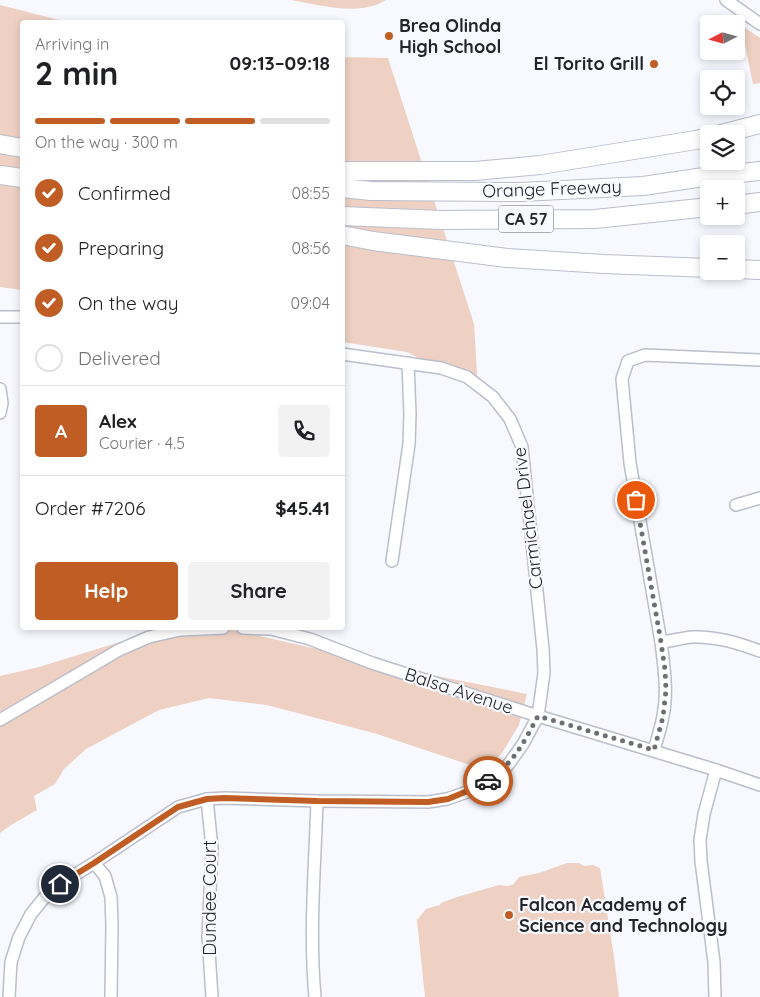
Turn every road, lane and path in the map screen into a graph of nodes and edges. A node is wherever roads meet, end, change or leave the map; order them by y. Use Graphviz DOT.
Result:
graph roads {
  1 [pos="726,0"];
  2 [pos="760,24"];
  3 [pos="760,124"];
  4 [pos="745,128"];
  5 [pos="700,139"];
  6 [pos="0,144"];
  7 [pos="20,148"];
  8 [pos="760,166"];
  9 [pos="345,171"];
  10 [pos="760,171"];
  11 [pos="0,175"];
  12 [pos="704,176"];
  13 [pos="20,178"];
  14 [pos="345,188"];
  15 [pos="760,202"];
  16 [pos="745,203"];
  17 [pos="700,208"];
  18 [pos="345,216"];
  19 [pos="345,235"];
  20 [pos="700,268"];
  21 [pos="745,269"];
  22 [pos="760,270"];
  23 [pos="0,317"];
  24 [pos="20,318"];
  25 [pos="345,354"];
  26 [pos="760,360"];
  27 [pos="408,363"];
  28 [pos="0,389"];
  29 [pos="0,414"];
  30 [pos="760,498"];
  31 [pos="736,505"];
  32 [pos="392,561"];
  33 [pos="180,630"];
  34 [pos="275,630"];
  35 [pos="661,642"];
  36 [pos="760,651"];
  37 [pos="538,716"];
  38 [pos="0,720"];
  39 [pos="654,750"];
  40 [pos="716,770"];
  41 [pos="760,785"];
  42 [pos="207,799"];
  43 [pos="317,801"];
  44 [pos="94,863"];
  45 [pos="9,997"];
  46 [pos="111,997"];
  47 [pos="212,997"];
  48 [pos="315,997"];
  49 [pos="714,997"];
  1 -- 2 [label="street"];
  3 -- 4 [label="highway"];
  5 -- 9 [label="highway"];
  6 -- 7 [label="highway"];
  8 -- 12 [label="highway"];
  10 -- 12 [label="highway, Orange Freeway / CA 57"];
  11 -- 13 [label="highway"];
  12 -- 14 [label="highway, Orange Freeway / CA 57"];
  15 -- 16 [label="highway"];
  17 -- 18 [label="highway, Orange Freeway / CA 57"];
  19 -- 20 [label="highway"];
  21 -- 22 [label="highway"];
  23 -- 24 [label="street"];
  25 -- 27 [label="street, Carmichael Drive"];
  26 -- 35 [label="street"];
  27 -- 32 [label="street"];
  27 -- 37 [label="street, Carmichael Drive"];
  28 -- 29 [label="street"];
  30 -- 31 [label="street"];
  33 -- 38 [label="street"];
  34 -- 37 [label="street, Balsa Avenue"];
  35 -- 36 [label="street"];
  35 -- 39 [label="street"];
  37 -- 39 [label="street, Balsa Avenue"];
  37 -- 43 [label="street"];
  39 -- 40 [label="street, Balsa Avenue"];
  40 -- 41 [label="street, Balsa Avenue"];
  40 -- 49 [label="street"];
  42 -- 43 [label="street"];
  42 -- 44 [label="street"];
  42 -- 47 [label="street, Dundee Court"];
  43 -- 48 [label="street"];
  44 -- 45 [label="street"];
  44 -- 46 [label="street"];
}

· · · · · · ·

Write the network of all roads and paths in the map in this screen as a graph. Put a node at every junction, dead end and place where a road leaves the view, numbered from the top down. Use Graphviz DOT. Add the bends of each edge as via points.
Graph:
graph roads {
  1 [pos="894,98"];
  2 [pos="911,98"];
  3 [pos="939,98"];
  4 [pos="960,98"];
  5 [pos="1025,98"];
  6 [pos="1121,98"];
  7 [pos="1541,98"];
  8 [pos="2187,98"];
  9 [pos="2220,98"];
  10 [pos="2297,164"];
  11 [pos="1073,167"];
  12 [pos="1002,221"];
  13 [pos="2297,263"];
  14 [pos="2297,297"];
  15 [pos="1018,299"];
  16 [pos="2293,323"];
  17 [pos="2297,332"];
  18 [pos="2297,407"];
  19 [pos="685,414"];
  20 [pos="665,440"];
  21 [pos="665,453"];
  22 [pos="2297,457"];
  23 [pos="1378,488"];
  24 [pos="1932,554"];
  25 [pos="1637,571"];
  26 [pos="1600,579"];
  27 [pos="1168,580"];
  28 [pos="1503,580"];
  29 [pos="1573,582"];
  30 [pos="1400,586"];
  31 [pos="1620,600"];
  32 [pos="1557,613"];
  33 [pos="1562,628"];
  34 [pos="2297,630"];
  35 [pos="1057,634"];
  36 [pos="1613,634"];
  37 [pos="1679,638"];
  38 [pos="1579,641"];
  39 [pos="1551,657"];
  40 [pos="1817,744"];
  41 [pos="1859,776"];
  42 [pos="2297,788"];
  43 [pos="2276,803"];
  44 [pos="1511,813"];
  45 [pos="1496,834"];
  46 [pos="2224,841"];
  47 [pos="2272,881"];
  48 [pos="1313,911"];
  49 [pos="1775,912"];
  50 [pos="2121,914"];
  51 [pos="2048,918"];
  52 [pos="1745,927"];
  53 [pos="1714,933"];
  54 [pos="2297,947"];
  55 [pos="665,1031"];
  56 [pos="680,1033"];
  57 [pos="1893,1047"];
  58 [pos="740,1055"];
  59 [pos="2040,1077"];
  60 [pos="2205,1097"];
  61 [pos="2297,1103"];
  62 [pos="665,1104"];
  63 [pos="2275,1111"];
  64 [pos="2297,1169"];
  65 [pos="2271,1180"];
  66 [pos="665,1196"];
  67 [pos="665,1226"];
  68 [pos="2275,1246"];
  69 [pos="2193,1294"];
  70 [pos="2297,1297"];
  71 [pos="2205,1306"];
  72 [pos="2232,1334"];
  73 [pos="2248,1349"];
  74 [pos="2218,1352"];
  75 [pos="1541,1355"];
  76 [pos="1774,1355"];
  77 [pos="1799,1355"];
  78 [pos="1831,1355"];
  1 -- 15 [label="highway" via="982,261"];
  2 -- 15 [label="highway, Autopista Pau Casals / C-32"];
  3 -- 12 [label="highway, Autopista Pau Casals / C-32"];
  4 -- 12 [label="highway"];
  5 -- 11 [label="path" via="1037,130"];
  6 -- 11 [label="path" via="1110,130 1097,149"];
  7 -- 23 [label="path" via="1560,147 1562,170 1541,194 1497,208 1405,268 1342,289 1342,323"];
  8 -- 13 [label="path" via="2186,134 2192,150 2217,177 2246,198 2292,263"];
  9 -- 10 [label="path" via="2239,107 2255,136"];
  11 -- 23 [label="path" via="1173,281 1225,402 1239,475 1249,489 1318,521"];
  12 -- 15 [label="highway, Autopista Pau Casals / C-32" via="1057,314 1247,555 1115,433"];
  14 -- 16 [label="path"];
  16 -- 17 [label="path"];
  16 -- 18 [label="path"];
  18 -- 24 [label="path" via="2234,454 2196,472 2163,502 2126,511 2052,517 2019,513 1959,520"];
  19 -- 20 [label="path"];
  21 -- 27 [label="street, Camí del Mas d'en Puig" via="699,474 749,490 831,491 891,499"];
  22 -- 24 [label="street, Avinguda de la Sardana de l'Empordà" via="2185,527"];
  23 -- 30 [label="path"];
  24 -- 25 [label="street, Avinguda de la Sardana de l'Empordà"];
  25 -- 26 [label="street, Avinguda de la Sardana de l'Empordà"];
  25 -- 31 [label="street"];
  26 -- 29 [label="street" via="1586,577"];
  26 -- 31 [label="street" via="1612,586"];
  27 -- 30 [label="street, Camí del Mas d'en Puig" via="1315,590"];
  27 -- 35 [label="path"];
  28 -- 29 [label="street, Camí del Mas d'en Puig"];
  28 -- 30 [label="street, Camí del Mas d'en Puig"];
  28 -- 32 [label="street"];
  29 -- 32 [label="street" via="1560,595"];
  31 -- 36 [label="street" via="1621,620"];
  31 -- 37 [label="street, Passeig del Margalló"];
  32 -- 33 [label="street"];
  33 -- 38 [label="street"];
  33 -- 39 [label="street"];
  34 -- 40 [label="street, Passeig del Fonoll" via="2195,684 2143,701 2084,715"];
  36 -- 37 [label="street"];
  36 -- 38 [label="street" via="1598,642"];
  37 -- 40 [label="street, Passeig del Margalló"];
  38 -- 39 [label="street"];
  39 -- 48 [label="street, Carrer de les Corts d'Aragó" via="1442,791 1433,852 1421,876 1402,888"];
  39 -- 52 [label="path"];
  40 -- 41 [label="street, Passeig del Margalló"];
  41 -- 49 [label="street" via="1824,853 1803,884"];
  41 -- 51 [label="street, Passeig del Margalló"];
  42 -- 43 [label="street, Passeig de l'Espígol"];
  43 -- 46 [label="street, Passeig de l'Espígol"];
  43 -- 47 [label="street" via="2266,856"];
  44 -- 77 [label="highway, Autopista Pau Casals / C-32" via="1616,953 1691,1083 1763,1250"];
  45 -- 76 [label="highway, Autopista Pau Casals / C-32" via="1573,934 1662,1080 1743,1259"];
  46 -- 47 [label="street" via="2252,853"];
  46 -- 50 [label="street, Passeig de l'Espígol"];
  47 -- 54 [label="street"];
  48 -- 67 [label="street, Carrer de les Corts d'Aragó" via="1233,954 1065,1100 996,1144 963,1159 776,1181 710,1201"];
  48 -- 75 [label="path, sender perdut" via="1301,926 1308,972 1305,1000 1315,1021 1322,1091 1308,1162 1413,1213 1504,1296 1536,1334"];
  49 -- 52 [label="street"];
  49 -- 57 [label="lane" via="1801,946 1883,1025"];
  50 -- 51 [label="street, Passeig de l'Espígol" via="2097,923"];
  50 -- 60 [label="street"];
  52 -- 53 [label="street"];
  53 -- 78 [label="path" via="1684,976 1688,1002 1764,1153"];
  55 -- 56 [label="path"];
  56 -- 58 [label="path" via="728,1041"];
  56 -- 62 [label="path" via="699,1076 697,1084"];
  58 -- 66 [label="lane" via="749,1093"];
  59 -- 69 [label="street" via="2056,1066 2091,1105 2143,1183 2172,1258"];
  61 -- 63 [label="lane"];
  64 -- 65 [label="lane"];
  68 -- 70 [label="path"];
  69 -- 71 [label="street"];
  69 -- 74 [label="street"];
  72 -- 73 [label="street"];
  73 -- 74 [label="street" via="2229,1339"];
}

· · · · · · ·

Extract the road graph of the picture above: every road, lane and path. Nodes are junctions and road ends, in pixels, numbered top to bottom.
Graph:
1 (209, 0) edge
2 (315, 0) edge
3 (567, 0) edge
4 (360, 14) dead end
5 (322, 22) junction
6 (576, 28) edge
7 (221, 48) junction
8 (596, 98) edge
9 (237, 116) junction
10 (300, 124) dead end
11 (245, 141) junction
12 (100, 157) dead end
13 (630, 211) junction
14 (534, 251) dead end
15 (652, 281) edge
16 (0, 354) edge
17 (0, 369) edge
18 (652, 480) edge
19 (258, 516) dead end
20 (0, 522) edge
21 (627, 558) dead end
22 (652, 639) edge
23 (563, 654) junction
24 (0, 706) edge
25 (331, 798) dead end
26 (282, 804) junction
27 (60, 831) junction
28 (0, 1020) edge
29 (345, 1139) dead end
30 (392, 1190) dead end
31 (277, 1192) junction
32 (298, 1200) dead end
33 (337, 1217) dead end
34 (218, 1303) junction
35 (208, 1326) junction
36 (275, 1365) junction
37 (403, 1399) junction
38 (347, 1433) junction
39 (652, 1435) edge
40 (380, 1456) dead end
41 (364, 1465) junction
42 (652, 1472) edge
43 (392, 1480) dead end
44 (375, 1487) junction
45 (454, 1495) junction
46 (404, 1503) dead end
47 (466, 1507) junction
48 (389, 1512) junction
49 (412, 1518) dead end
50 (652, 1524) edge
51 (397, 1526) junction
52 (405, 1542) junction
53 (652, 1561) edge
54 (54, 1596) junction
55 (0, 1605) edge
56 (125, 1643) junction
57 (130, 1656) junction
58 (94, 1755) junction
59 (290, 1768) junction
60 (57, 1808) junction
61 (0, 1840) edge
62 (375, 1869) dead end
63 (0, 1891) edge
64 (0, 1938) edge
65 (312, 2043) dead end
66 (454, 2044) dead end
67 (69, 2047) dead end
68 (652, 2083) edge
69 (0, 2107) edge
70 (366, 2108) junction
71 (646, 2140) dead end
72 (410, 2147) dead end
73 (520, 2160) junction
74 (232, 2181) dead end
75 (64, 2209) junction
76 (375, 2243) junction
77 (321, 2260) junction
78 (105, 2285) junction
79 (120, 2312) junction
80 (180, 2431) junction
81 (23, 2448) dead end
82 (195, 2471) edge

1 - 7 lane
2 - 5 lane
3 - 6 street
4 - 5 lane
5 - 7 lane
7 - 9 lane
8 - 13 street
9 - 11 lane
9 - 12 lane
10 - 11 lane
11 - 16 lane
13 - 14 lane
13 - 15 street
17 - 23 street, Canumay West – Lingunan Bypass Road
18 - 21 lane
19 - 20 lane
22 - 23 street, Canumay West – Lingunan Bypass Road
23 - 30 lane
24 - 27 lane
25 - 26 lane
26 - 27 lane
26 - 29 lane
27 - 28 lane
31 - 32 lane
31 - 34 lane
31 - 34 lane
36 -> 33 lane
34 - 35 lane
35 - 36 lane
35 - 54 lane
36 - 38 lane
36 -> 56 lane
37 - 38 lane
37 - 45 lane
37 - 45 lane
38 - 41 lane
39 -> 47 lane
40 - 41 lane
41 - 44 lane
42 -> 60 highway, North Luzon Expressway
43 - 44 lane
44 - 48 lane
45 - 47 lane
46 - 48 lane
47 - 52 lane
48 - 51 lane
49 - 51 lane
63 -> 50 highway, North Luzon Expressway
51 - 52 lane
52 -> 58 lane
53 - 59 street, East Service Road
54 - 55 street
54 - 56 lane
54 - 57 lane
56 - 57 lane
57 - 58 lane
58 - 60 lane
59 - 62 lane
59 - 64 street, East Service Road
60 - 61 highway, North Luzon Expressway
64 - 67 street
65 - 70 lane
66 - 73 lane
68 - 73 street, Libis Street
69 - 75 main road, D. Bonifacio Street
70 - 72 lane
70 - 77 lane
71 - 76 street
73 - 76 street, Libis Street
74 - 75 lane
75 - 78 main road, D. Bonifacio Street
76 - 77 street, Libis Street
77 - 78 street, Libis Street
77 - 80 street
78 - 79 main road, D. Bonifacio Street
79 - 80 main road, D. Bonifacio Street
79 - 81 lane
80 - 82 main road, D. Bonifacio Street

· · · · · · ·

Working from the listing, state how many lines include "Carrer". The reply must be that number alone.

2